Lenier se relâcha quand il perçut les cliquetis de la porte signaler que celle-ci était verrouillée. Il avait souhaité toute la journée que cela s’arrête, espérant parfois la mort. Il était conscient qu’il ne pourrait plus tenir longtemps. Encore quelques heures de ce traitement et il parlerait. Il espérait juste avoir tenu assez longtemps pour servir son maître comme il se doit.

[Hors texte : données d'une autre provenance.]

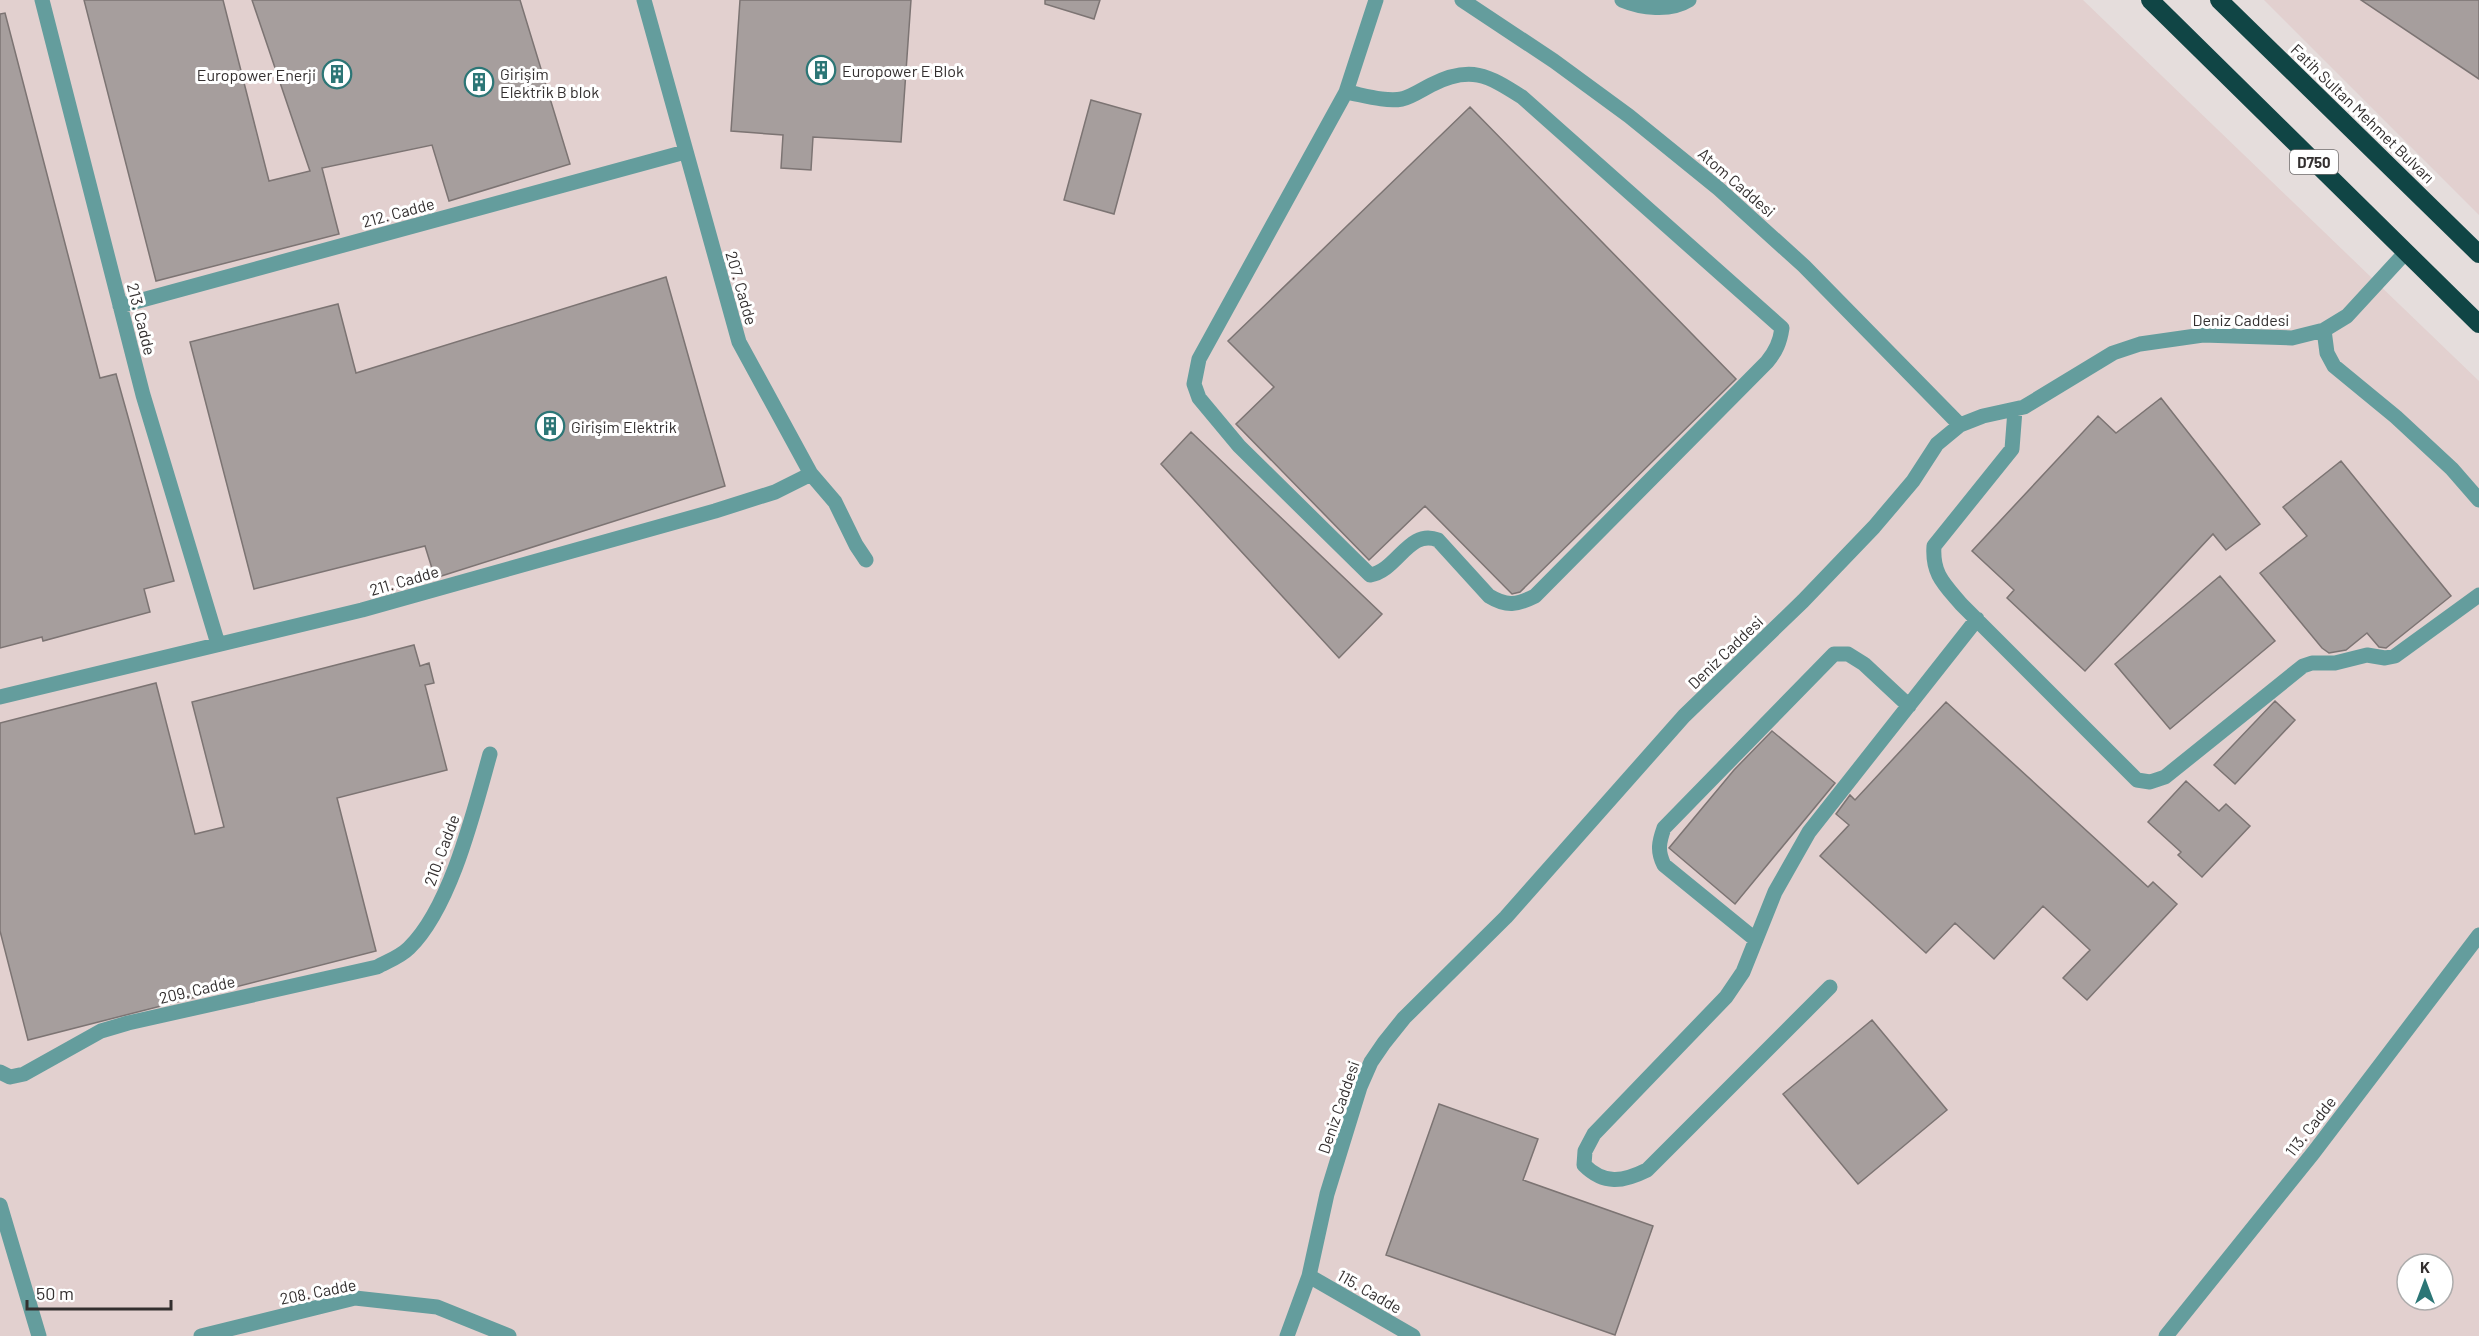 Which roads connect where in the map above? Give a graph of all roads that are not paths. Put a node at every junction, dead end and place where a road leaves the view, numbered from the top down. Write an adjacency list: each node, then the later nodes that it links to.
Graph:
1 (42, 0): 13 (street, 213. Cadde)
2 (644, 0): 10 (street, 207. Cadde)
3 (1376, 0): 9 (street)
4 (1462, 0): 17 (street, Atom Caddesi)
5 (1622, 0): 6 (street)
6 (1689, 0)
7 (2150, 0): 11 (highway, D750)
8 (2219, 0): 12 (highway, Fatih Sultan Mehmet Bulvarı / D750)
9 (1346, 92): 9 (street)
10 (685, 152): 13 (street, 212. Cadde); 18 (street, 207. Cadde)
11 (2406, 252): 14 (highway, D750); 15 (street, Deniz Caddesi)
12 (2479, 254)
13 (120, 306): 23 (street, 213. Cadde)
14 (2479, 324)
15 (2324, 330): 16 (street, Deniz Caddesi); 19 (street)
16 (2015, 410): 17 (street, Deniz Caddesi); 22 (street)
17 (1960, 425): 33 (street, Deniz Caddesi)
18 (811, 474): 20 (street, 207. Cadde); 23 (street, 211. Cadde)
19 (2479, 500)
20 (866, 560)
21 (2479, 595): 22 (street)
22 (1977, 620): 25 (street)
23 (218, 644): 24 (street, 211. Cadde)
24 (0, 698)
25 (1909, 706): 28 (street); 28 (street)
26 (490, 754): 29 (street, 210. Cadde)
27 (2479, 935): 39 (street, 113. Cadde)
28 (1756, 940): 30 (street)
29 (408, 949): 31 (street, 209. Cadde)
30 (1830, 987)
31 (0, 1072)
32 (0, 1205): 34 (street)
33 (1309, 1276): 37 (street, Deniz Caddesi); 38 (street, 115. Cadde)
34 (39, 1336)
35 (201, 1336): 36 (street, 208. Cadde)
36 (509, 1336)
37 (1287, 1336)
38 (1413, 1336)
39 (2166, 1336)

Sa mission était d’exacerber les tensions entre Moldus et Sorciers. Lorsqu’il lui avait confié, Taran l’avait mis en garde :

— Tu risques de tomber sur l’homme d’Étienne Courneuf : Philippe d’Estremer. De ce que j’ai pu constater, c’est un excellent combattant, maîtrisant le duel magique et la rapière à un niveau rare pour quelqu’un de son âge. De plus, il est intelligent, ne le sous-estime pas si tu viens à le rencontrer, il parviendrait à décrypter tes paroles et mimiques. Sa réputation le décrit comme quelqu’un de droit et juste, traitant les gens quelles que soient leurs origines ou leurs natures de manière égale. Il ne te ferait pas de mal outre mesure.

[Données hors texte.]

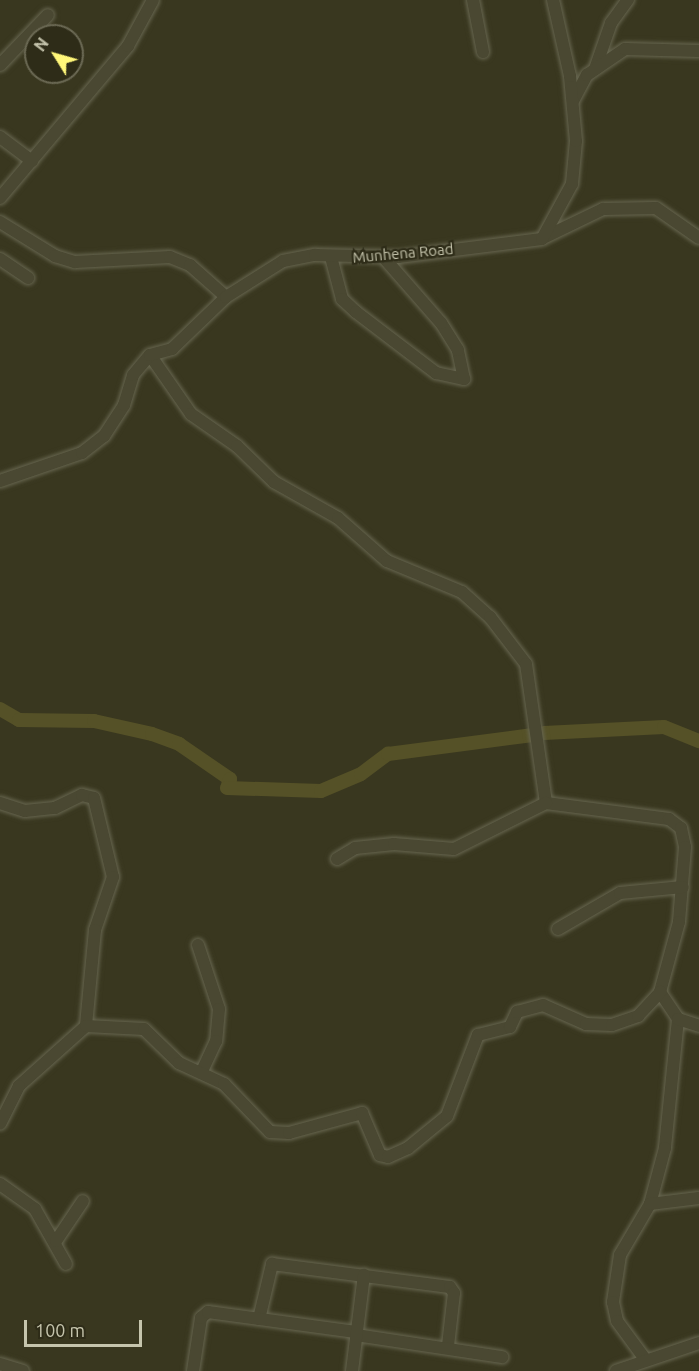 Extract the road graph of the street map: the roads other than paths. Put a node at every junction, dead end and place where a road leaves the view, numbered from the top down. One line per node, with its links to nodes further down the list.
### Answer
1 (153, 0): 12 (street)
2 (474, 0): 7 (street)
3 (553, 0): 10 (street)
4 (628, 0): 9 (street)
5 (48, 15): 8 (street)
6 (699, 51): 9 (street)
7 (483, 52)
8 (0, 65)
9 (595, 69): 10 (street)
10 (572, 102): 16 (street)
11 (0, 137): 12 (street)
12 (32, 161): 13 (street)
13 (0, 198)
14 (0, 222): 21 (street)
15 (699, 238): 16 (street, Munhena Road)
16 (542, 239): 18 (street, Munhena Road)
17 (331, 257): 18 (street, Munhena Road); 18 (street); 21 (street, Munhena Road)
18 (384, 258)
19 (0, 259): 20 (street)
20 (28, 278)
21 (226, 297): 22 (street, Munhena Road)
22 (150, 355): 23 (street); 25 (street)
23 (0, 482)
24 (0, 803): 32 (street)
25 (546, 803): 26 (street); 27 (street)
26 (337, 859)
27 (683, 887): 28 (street); 30 (street)
28 (558, 929)
29 (198, 945): 34 (street)
30 (660, 992): 31 (street); 34 (street)
31 (678, 1019): 33 (street); 39 (street)
32 (86, 1026): 34 (street); 35 (street)
33 (699, 1026)
34 (201, 1074)
35 (0, 1124)
36 (0, 1184): 40 (street)
37 (699, 1198): 39 (street)
38 (82, 1201): 40 (street)
39 (650, 1204): 48 (street)
40 (56, 1241): 41 (street)
41 (66, 1264)
42 (364, 1275): 43 (street); 44 (street); 46 (street)
43 (259, 1319): 44 (street); 52 (street)
44 (356, 1333): 46 (street); 53 (street)
45 (699, 1343): 48 (street)
46 (448, 1346): 47 (street)
47 (502, 1357)
48 (645, 1359): 50 (street)
49 (2, 1367): 51 (street)
50 (620, 1370)
51 (23, 1371)
52 (193, 1371)
53 (352, 1371)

Lenier avait acquiescé. Son maître, comme toujours, avait raison. Philippe d’Estremer ne lui avait pas fait de mal. À vrai dire, il ne l’avait quasiment pas vu, ayant eu l’infortune de se retrouver entre les griffes de l’autre homme dont Taran lui avait parlé :

— Et si tu rencontres Philippe d’Estremer, tu seras aussi confronté à l’homme qui l’accompagne. Et autant, d’Estremer ne te fera pas de mal plus que nécessaire, comme je l’ai dit, autant l’autre n’hésitera pas s’il n’a pas d’autres solutions. Il s’agit de Mathias Corvus.

— Corvus ! s’était exclamé Lenier. Mais… n’ont-ils pas été tous tués par les nôtres, Maître ?

— Il semble que celui-ci était absent le jour de l’attaque, il serait revenu peu après et aurait trouvé uniquement carnage et désolation chez lui. C’est un guerrier solide et expérimenté, que ça soit à la baguette, à l’épée et aux armes à feu, j’ai pu le constater de moi-même. Tu ne pourras pas gagner ce combat.

— Alors, si par malheur, je tombais sur ces deux traîtres aux Sorciers, que dois-je faire, Maître ?

— Si tu peux, fuis, avait ordonné Taran, et reviens pour m’en rendre compte. S’ils te capturent, je suis désolé de te demander ça, mais il faudra que tu résistes le plus de temps possible, leur donnant le moins de renseignements que tu puisses. Juste ce qu’il faut pour soulager la douleur…

— Pensez-vous qu’ils vont me torturer ? avait blêmi Lenier.

— Mathias Corvus oui, il veut me retrouver. Je vais avoir besoin de temps. Et ce délai, dont j’ignore la longueur, dans le doute, tu devras m’en donner le maximum possible, pas jusqu’à la mort, non, quand tu sentiras que tu ne peux plus tenir : parle. Mais je t’assure d’une chose : tu ne souffriras pas en vain et pas plus que nécessaire.

Lenier avait baissé la tête pour ne pas montrer sa peur à son maître. Il avait frissonné, ce qui n’avait pas échappé à Taran. Il posa sa main pâle et décharnée sur l’épaule de son subordonné en un geste rassurant. Celui-ci releva vers lui un regard à la fois apeuré et empli d’espoir.

— Quand, nous les Sorciers, régnerons sur ce monde comme de juste, tu seras récompensé au-delà de tes rêves, avait promis Taran. Car je n’oublie jamais – et je ferais en sorte que les nôtres n’oublient pas non plus – tous ceux qui ont tant donné pour notre cause. Dans mille ans, je me souviendrai de toi et glorifierai ton nom et ton souvenir.

Touché par ces paroles et ces promesses, Lenier avait juré de tenir. Malgré le souhait de son maître, il ne voulait pas le trahir et préférait mourir que parler. Mais plus le temps et la souffrance passaient, plus il se rendait compte qu’il parlerait bientôt.